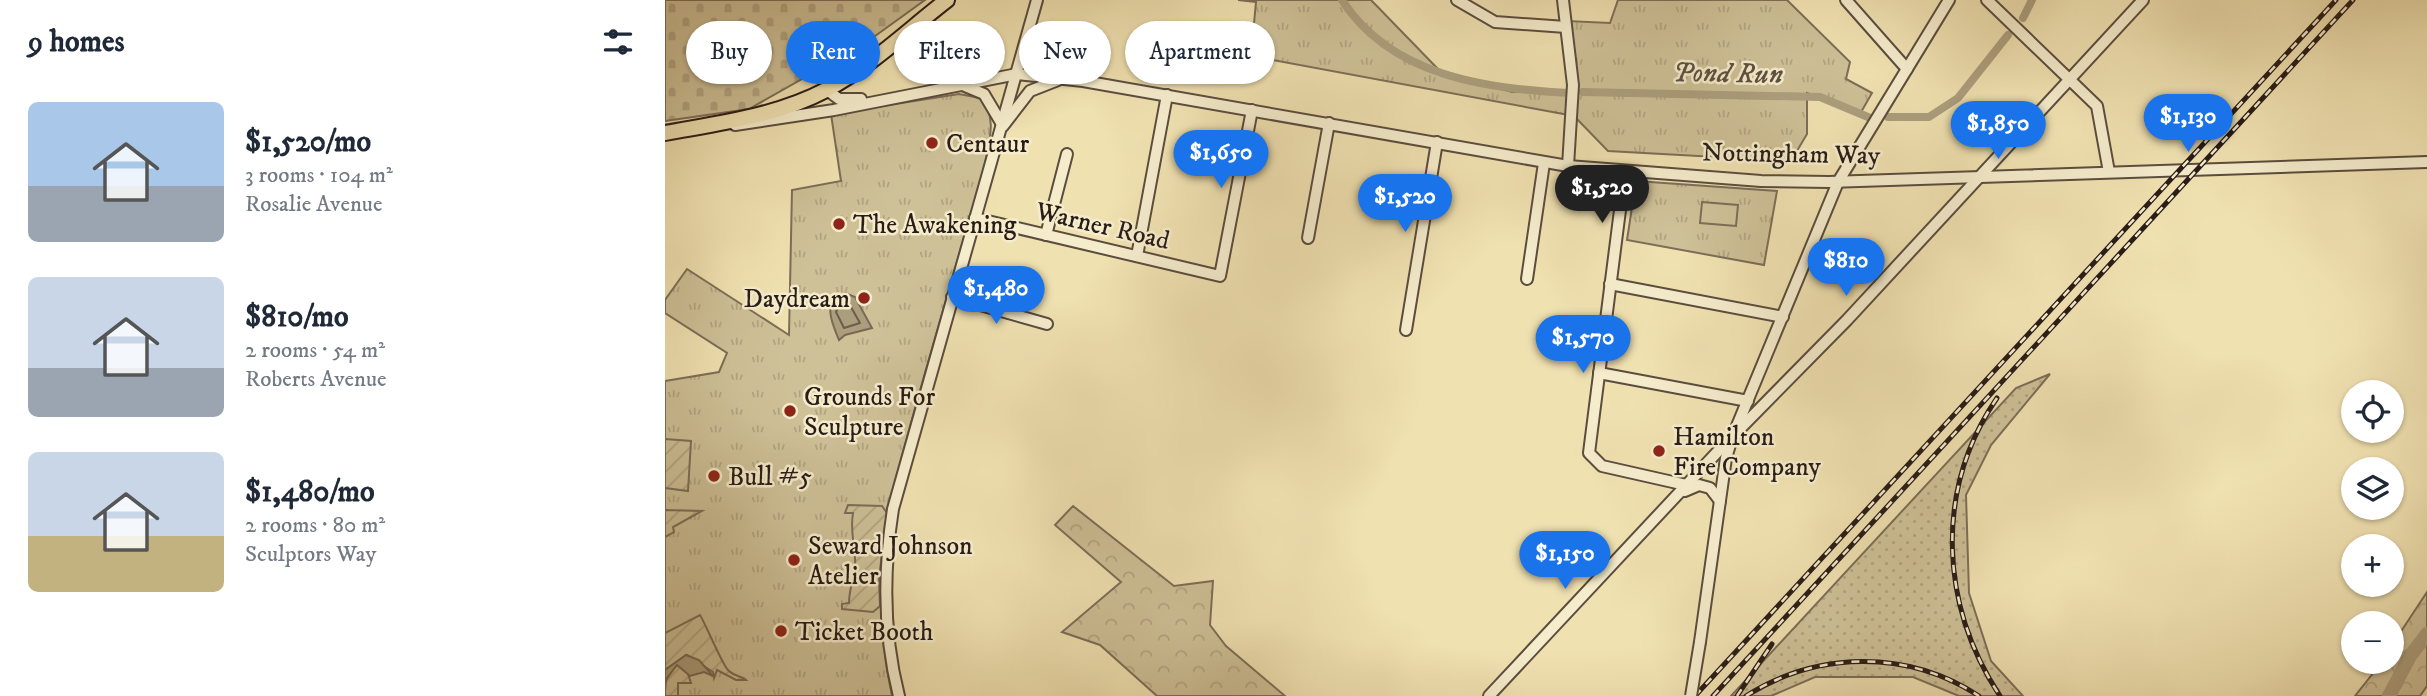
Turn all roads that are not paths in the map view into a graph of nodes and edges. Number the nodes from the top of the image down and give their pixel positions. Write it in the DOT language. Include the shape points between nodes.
graph roads {
  1 [pos="947,0"];
  2 [pos="1037,0"];
  3 [pos="1457,0"];
  4 [pos="1563,0"];
  5 [pos="1846,0"];
  6 [pos="1949,0"];
  7 [pos="1987,0"];
  8 [pos="2143,0"];
  9 [pos="1469,4"];
  10 [pos="1566,27"];
  11 [pos="1907,69"];
  12 [pos="1017,74"];
  13 [pos="2069,78"];
  14 [pos="1049,84"];
  15 [pos="1095,84"];
  16 [pos="960,85"];
  17 [pos="827,90"];
  18 [pos="1167,95"];
  19 [pos="892,97"];
  20 [pos="1252,110"];
  21 [pos="730,122"];
  22 [pos="1329,123"];
  23 [pos="1003,126"];
  24 [pos="665,133"];
  25 [pos="1437,142"];
  26 [pos="1067,154"];
  27 [pos="2427,162"];
  28 [pos="1544,163"];
  29 [pos="1568,166"];
  30 [pos="1625,171"];
  31 [pos="2109,172"];
  32 [pos="1979,177"];
  33 [pos="1838,182"];
  34 [pos="975,218"];
  35 [pos="1046,235"];
  36 [pos="1308,238"];
  37 [pos="1137,256"];
  38 [pos="1527,279"];
  39 [pos="1610,284"];
  40 [pos="952,297"];
  41 [pos="1783,317"];
  42 [pos="1048,324"];
  43 [pos="1406,330"];
  44 [pos="1599,373"];
  45 [pos="1748,401"];
  46 [pos="1732,438"];
  47 [pos="1683,489"];
  48 [pos="1720,501"];
  49 [pos="899,696"];
  50 [pos="1489,696"];
  51 [pos="1691,696"];
  1 -- 17 [label="main road"];
  2 -- 12 [label="street"];
  3 -- 9 [label="street"];
  4 -- 10 [label="street"];
  5 -- 11 [label="street"];
  6 -- 11 [label="street"];
  7 -- 13 [label="street"];
  8 -- 13 [label="street"];
  9 -- 10 [label="street" via="1485,18 1506,24"];
  10 -- 29 [label="street" via="1573,85"];
  11 -- 33 [label="street"];
  12 -- 16 [label="street, Nottingham Way"];
  12 -- 23 [label="street"];
  13 -- 31 [label="street" via="2101,113"];
  13 -- 32 [label="street"];
  14 -- 23 [label="street" via="1030,91"];
  15 -- 18 [label="street, Nottingham Way"];
  16 -- 19 [label="street, Nottingham Way"];
  16 -- 23 [label="street" via="984,94"];
  17 -- 19 [label="street" via="839,99"];
  17 -- 21 [label="main road"];
  18 -- 20 [label="street, Nottingham Way"];
  18 -- 37 [label="street"];
  19 -- 21 [label="street, Nottingham Way" via="750,124"];
  20 -- 22 [label="street, Nottingham Way"];
  20 -- 37 [label="street, Warner Road" via="1220,276"];
  21 -- 24 [label="main road, Nottingham Way"];
  22 -- 25 [label="street, Nottingham Way"];
  22 -- 36 [label="street"];
  23 -- 34 [label="street"];
  25 -- 28 [label="street, Nottingham Way"];
  25 -- 43 [label="street"];
  26 -- 35 [label="street"];
  27 -- 31 [label="street, Nottingham Way"];
  28 -- 29 [label="street, Nottingham Way"];
  28 -- 38 [label="street"];
  29 -- 30 [label="street, Nottingham Way"];
  30 -- 33 [label="street, Nottingham Way"];
  30 -- 39 [label="street"];
  31 -- 32 [label="street, Nottingham Way"];
  32 -- 33 [label="street, Nottingham Way"];
  32 -- 46 [label="street"];
  33 -- 41 [label="street"];
  34 -- 35 [label="street, Warner Road"];
  34 -- 40 [label="street"];
  35 -- 37 [label="street, Warner Road"];
  39 -- 41 [label="street"];
  39 -- 44 [label="street"];
  40 -- 42 [label="street"];
  40 -- 49 [label="street" via="898,489 888,545 886,617"];
  41 -- 45 [label="street"];
  44 -- 45 [label="street"];
  44 -- 47 [label="street" via="1588,447 1593,459 1602,466"];
  45 -- 46 [label="street"];
  46 -- 47 [label="street"];
  46 -- 48 [label="street"];
  47 -- 48 [label="street" via="1710,488"];
  47 -- 50 [label="street"];
  48 -- 51 [label="street, bridge"];
}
***
• [PROMPT]: Taking the listing as a whole, count how many of its lines contain the word "Warner", and reply with that count alone.

• [REPLY]: 3